What Gets Serialized
When an agent pauses, the entire session is serialized:
{
"session_id": "sess_8f2a3c",
"agent_key": "document_review",
"state": {
"data": {
"document_id": "doc_771",
"document_type": "loan_agreement",
"applicant_id": "app_392",
"approval_status": null
},
"completed_skills": ["validate_document", "extract_terms"],
"predicates": {
"document_validated": true,
"terms_extracted": true,
"approval_received": false
}
},
"pending_jobs": [
{
"job_id": "job_44f1",
"job_type": "approvals.v1.ApprovalService/RequestApproval",
"node_id": "n7",
"submitted_at": "2025-02-10T14:32:00Z"
}
]
}
This JSON can be stored in PostgreSQL, Redis, S3 — anywhere. The session has no dependency on the process that created it.
Resuming
When the approval arrives (hours or days later), you resume with an event:
curl -X POST /api/sessions/sess_8f2a3c/resume \
-d '{
"events": [{
"type": "job_succeeded",
"job_id": "job_44f1",
"result": {
"status": "approved",
"approver_id": "user_88",
"timestamp": "2025-02-12T09:15:00Z"
}
}]
}'
The runtime:
- Loads the serialized session
- Rebuilds the behavior tree (deterministic node IDs ensure correct mapping)
- Injects the event
- Resumes ticking from the exact point where it paused
- Calls the
on_approval_receivedcompletion handler - Continues to the next skill
Timers
Scheduled delays use the same mechanism:
def schedule_reminder(ctx, state):
"""Send a reminder if no response in 48 hours."""

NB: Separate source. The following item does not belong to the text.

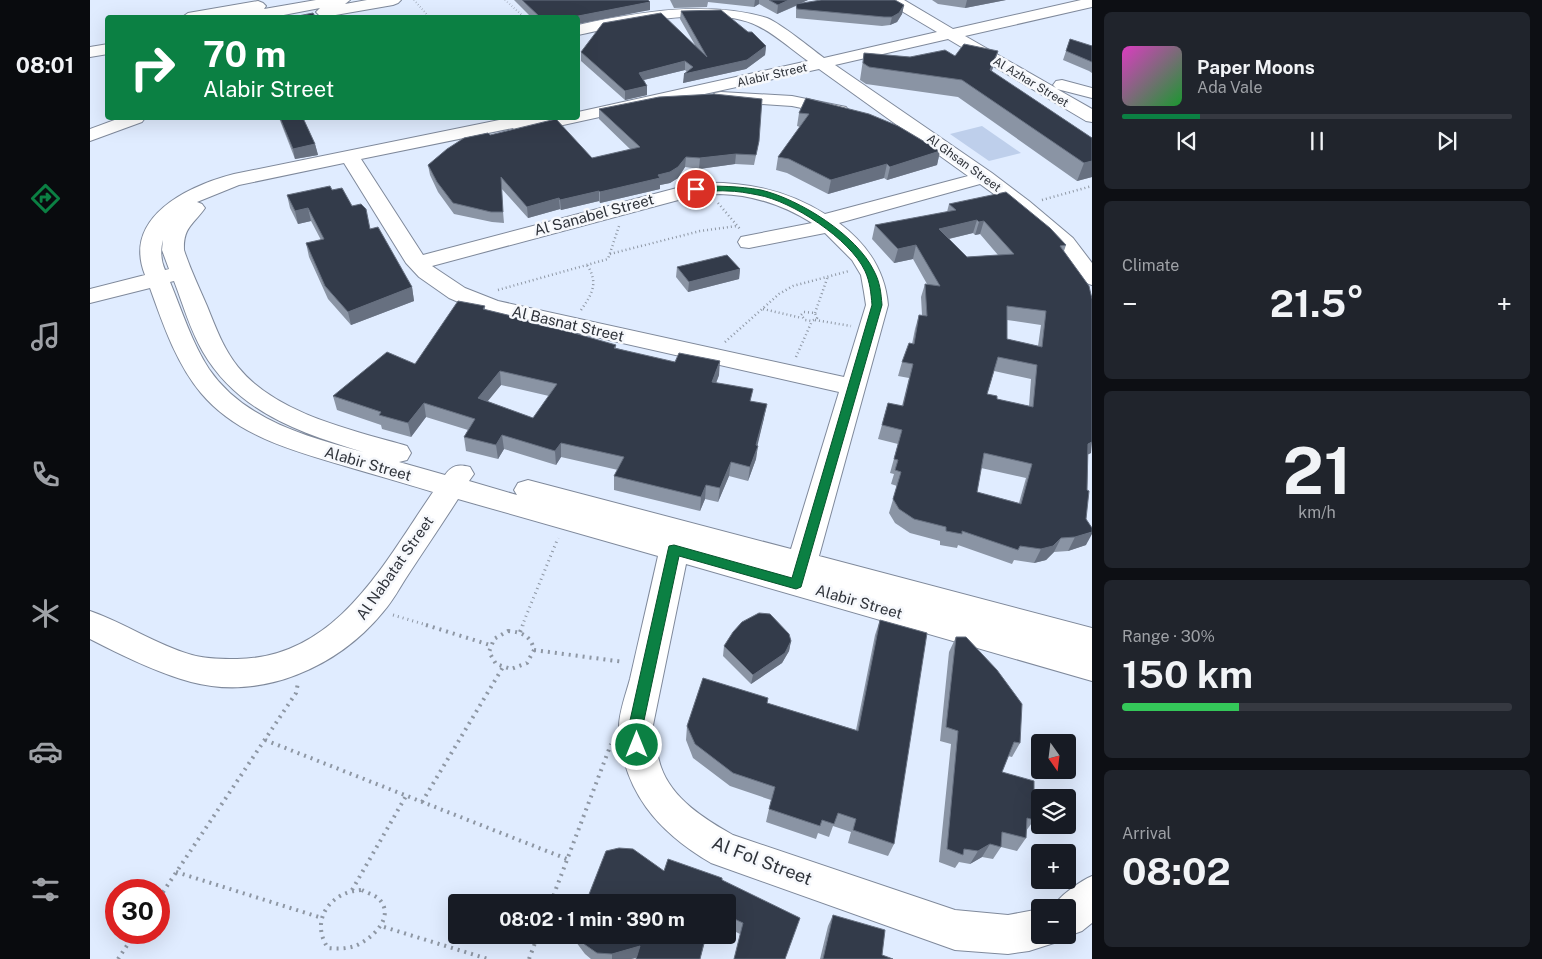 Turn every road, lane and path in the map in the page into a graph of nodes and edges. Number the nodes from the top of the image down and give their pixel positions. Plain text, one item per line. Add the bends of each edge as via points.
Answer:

delay = new("tiaton.v1.DelayRequest", {
"timer_key": "approval_reminder",
"deadline_ms": 48 * 60 * 60 * 1000, # 48 hours
})
return RUNNING, submit_job("tiaton.v1.System/Delay", delay)
def on_reminder_fired(ctx, state):
"""Timer expired — send reminder notification."""
state["reminder_sent"] = True
# Submit another async job to send the reminder
payload = new("notifications.v1.ReminderRequest", {
"approver_group": "compliance",
"document_id": state["document_id"],
})
return RUNNING, submit_job(
"notifications.v1.NotificationService/SendReminder",
payload
)
Timers are just jobs. The runtime intercepts tiaton.v1.System/Delay, schedules a timer through the infrastructure, and fires a timer_fired event when the deadline passes.
Surviving Restarts
Because sessions are fully serialized:
- Server restart — Sessions resume from persistent storage
- Horizontal scaling — Any server instance can pick up any session
- Version upgrades — Deploy new code, existing sessions continue with their original behavior
- Disaster recovery — Restore sessions from backup, they continue where they left off
The session doesn't know or care which process started it. It only needs its serialized state and the tree definition (which is deterministic from the workflow JSON).
The Mental Model
Think of each session as a saved game:
- Player (agent) makes progress through levels (skills)
- Game saves automatically at checkpoints (async boundaries)
- Player can quit (process stops) and resume later
- Save file (serialized session) is portable across consoles (servers)
- Progress is never lost
No polling. No callbacks. No distributed state machines. Just declare what you need, pause when waiting, resume when ready.